[Stored data]
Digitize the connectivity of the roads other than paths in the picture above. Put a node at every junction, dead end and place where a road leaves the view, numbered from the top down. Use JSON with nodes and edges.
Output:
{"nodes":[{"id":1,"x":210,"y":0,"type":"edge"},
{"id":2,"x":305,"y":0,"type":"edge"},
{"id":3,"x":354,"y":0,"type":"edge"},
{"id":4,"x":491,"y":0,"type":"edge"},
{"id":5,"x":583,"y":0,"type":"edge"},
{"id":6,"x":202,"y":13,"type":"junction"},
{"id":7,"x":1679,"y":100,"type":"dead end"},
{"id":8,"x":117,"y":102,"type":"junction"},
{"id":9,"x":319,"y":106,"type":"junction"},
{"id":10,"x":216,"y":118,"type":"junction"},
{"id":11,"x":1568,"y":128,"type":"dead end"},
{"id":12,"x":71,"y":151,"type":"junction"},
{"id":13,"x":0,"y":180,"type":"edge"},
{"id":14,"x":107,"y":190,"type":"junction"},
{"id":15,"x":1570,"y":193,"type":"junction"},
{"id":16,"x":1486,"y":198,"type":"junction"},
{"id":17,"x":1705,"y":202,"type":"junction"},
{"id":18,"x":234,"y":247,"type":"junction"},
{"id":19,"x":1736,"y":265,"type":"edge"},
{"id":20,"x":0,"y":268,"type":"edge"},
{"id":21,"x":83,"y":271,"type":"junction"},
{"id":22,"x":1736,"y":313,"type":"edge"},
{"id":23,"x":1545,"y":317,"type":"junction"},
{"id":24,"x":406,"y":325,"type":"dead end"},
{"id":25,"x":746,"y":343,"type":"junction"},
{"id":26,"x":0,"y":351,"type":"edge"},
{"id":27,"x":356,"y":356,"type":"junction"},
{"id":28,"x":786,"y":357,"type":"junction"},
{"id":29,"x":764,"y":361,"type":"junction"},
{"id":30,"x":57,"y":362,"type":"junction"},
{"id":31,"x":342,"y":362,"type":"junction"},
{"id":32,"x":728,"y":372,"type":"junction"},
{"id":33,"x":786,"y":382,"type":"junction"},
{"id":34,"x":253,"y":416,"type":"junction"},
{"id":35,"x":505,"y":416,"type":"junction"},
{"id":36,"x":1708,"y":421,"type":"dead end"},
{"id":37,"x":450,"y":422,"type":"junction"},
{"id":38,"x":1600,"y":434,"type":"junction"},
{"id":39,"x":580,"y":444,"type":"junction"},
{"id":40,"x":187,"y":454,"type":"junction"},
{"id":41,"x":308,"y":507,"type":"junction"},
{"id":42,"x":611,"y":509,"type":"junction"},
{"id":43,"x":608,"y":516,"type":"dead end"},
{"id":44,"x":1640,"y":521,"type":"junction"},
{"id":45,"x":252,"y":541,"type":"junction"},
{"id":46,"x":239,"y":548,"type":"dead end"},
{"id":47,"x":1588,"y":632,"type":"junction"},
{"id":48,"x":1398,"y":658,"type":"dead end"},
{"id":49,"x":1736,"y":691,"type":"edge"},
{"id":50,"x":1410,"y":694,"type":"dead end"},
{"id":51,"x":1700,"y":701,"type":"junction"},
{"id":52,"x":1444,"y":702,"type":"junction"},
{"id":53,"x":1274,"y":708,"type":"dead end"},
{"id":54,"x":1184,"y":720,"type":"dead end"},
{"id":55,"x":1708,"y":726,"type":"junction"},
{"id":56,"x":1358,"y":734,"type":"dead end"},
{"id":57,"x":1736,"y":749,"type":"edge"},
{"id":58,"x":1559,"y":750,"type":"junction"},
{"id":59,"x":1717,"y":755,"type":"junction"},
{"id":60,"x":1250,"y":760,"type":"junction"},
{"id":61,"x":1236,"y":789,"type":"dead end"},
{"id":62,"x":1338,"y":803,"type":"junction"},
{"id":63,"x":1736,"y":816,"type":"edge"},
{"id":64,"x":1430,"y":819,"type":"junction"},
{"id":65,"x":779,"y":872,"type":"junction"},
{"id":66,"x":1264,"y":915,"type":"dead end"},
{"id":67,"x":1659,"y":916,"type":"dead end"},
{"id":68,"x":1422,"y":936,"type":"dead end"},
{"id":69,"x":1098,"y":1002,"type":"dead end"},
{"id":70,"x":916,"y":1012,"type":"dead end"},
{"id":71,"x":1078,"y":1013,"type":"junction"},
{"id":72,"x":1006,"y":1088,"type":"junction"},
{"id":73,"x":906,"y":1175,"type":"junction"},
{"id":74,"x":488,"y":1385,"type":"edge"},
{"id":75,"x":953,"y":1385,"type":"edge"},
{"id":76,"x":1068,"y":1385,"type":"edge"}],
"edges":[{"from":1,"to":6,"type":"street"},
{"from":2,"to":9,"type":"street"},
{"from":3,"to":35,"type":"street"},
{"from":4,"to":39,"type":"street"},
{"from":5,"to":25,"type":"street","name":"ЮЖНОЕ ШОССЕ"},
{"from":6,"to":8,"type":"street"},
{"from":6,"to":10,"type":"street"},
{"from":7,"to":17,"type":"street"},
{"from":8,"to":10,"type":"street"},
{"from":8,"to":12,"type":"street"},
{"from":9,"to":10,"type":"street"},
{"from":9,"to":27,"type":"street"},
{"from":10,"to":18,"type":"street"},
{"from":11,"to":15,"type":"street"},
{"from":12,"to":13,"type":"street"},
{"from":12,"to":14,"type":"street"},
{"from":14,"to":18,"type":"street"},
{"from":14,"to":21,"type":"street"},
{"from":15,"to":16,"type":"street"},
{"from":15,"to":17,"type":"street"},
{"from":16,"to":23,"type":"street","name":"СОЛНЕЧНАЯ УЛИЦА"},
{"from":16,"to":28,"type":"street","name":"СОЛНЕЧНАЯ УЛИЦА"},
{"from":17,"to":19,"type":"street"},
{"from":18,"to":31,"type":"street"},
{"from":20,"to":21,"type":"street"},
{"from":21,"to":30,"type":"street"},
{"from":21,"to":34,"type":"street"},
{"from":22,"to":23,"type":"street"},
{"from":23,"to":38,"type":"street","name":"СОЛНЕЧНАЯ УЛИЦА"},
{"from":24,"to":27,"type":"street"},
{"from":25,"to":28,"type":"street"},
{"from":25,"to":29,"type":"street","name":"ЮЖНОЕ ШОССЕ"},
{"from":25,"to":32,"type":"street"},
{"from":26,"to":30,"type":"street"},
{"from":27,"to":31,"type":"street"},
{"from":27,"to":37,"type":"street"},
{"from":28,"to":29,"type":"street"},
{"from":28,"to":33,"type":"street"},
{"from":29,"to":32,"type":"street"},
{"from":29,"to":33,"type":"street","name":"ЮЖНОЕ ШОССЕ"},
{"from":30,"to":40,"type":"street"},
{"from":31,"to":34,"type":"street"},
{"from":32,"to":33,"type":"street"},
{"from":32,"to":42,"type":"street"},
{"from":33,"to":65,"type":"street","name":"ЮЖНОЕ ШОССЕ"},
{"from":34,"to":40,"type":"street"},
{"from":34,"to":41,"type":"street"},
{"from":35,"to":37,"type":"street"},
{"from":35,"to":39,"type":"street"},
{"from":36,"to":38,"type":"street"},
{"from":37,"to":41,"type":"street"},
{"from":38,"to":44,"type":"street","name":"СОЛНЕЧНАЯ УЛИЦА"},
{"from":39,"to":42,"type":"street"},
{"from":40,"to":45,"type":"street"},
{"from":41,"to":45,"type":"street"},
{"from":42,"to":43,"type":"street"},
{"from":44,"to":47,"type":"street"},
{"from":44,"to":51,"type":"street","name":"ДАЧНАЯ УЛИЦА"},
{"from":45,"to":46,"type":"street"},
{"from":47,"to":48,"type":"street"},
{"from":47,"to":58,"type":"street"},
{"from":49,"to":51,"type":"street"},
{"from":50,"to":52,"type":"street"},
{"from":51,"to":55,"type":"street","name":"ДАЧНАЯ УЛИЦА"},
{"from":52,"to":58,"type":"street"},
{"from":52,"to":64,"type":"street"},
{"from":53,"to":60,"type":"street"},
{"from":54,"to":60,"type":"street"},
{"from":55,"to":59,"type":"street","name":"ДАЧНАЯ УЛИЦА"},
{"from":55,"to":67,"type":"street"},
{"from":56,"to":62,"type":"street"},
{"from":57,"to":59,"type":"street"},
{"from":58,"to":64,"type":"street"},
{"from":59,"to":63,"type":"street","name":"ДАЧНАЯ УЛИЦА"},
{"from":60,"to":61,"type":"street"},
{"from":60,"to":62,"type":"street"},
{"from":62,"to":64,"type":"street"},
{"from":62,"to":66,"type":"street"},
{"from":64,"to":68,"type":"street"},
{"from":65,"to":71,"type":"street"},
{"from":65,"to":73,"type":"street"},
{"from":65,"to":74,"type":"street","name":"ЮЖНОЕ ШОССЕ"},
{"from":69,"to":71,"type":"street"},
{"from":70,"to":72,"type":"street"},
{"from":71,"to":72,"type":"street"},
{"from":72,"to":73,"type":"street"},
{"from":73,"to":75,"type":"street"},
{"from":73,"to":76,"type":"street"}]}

> [DIRECTIONS]: Take every line from the data that contains the word "nodes".

> [TASK OUTPUT]:
Digitize the connectivity of the roads other than paths in the picture above. Put a node at every junction, dead end and place where a road leaves the view, numbered from the top down. Use JSON with nodes and edges.
{"nodes":[{"id":1,"x":210,"y":0,"type":"edge"},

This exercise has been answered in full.